Hitch insisted that he saved Kelly’s career by casting her in roles that softened her image. ”He once explained to a journalist that ‘she’s sensitive, disciplined and very sexy. People think she’s cold. Rubbish! She’s a volcano covered with snow.

He is such a clever round little man. He knows how to build the tension and then give it an extra twist so the audience is totally under his control. He shot Rope in continuous ten minute takes that had the actors practically coming unglued with tension. One mistake and they had to start all over. The anxiety from the actors is conveyed to the audience. It was a trick or gimmick that didn’t really improve the film except for the fact that the tension the actors were displaying was real. It does make a great discussion point for film classes. Jimmy Stewart swore he'd never work for Hitch again, but thank goodness he changed his mind and gave us the spectacular Rear Window and the fascinating Vertigo.

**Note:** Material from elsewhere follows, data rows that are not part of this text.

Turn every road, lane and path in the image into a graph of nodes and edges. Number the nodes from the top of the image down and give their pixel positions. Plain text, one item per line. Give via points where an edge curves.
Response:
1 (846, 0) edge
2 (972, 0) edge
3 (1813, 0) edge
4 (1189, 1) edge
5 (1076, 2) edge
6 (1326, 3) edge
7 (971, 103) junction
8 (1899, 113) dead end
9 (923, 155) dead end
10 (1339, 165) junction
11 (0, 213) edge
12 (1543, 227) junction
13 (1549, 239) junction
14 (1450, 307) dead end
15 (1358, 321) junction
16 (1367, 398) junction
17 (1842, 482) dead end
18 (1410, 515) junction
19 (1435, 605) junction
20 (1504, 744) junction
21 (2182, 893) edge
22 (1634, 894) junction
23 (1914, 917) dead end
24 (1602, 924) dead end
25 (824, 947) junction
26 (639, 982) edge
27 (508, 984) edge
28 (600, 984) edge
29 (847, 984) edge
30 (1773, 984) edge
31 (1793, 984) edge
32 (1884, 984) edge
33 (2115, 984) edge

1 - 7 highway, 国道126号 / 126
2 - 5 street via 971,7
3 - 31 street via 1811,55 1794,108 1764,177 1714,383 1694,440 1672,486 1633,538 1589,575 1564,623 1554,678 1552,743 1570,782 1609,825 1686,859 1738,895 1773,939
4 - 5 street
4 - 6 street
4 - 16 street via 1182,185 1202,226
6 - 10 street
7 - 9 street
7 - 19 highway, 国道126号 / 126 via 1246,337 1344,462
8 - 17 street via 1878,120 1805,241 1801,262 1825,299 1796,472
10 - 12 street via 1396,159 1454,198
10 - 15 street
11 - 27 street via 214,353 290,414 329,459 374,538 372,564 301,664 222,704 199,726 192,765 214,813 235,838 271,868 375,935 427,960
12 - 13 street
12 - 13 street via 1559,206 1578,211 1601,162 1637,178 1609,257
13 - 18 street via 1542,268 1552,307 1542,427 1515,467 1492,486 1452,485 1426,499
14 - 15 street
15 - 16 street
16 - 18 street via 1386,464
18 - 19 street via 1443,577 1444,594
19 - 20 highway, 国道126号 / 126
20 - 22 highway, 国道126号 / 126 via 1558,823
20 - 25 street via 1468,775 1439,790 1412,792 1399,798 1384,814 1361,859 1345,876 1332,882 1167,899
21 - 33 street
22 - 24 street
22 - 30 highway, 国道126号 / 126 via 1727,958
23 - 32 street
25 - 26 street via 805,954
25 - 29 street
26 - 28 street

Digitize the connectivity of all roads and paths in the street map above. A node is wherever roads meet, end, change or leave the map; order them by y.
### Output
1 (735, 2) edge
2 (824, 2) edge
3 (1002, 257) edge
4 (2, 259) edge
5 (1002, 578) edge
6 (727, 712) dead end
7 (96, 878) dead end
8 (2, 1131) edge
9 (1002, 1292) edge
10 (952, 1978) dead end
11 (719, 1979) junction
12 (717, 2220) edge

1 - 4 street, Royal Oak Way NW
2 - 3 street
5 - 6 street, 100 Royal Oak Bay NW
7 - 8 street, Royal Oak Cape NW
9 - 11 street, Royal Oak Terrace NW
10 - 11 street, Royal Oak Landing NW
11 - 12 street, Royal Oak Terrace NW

Hitchcock was not an easy man to deal with. He was highly creative, insecure, high strung, temperamental, sarcastic, phobic, and stubborn just to name a few of his characteristics. This meant that he needed a very special person with the patience and the ability to ride the waves of his changing disposition . ”Her liveliness did much to dispel his nervous fear, of which she was well aware, and it is doubtful whether he would have been able to make his way in the world without her support.” That woman would be his wife Alma. Hitchcock would never have been Hitchcock without her.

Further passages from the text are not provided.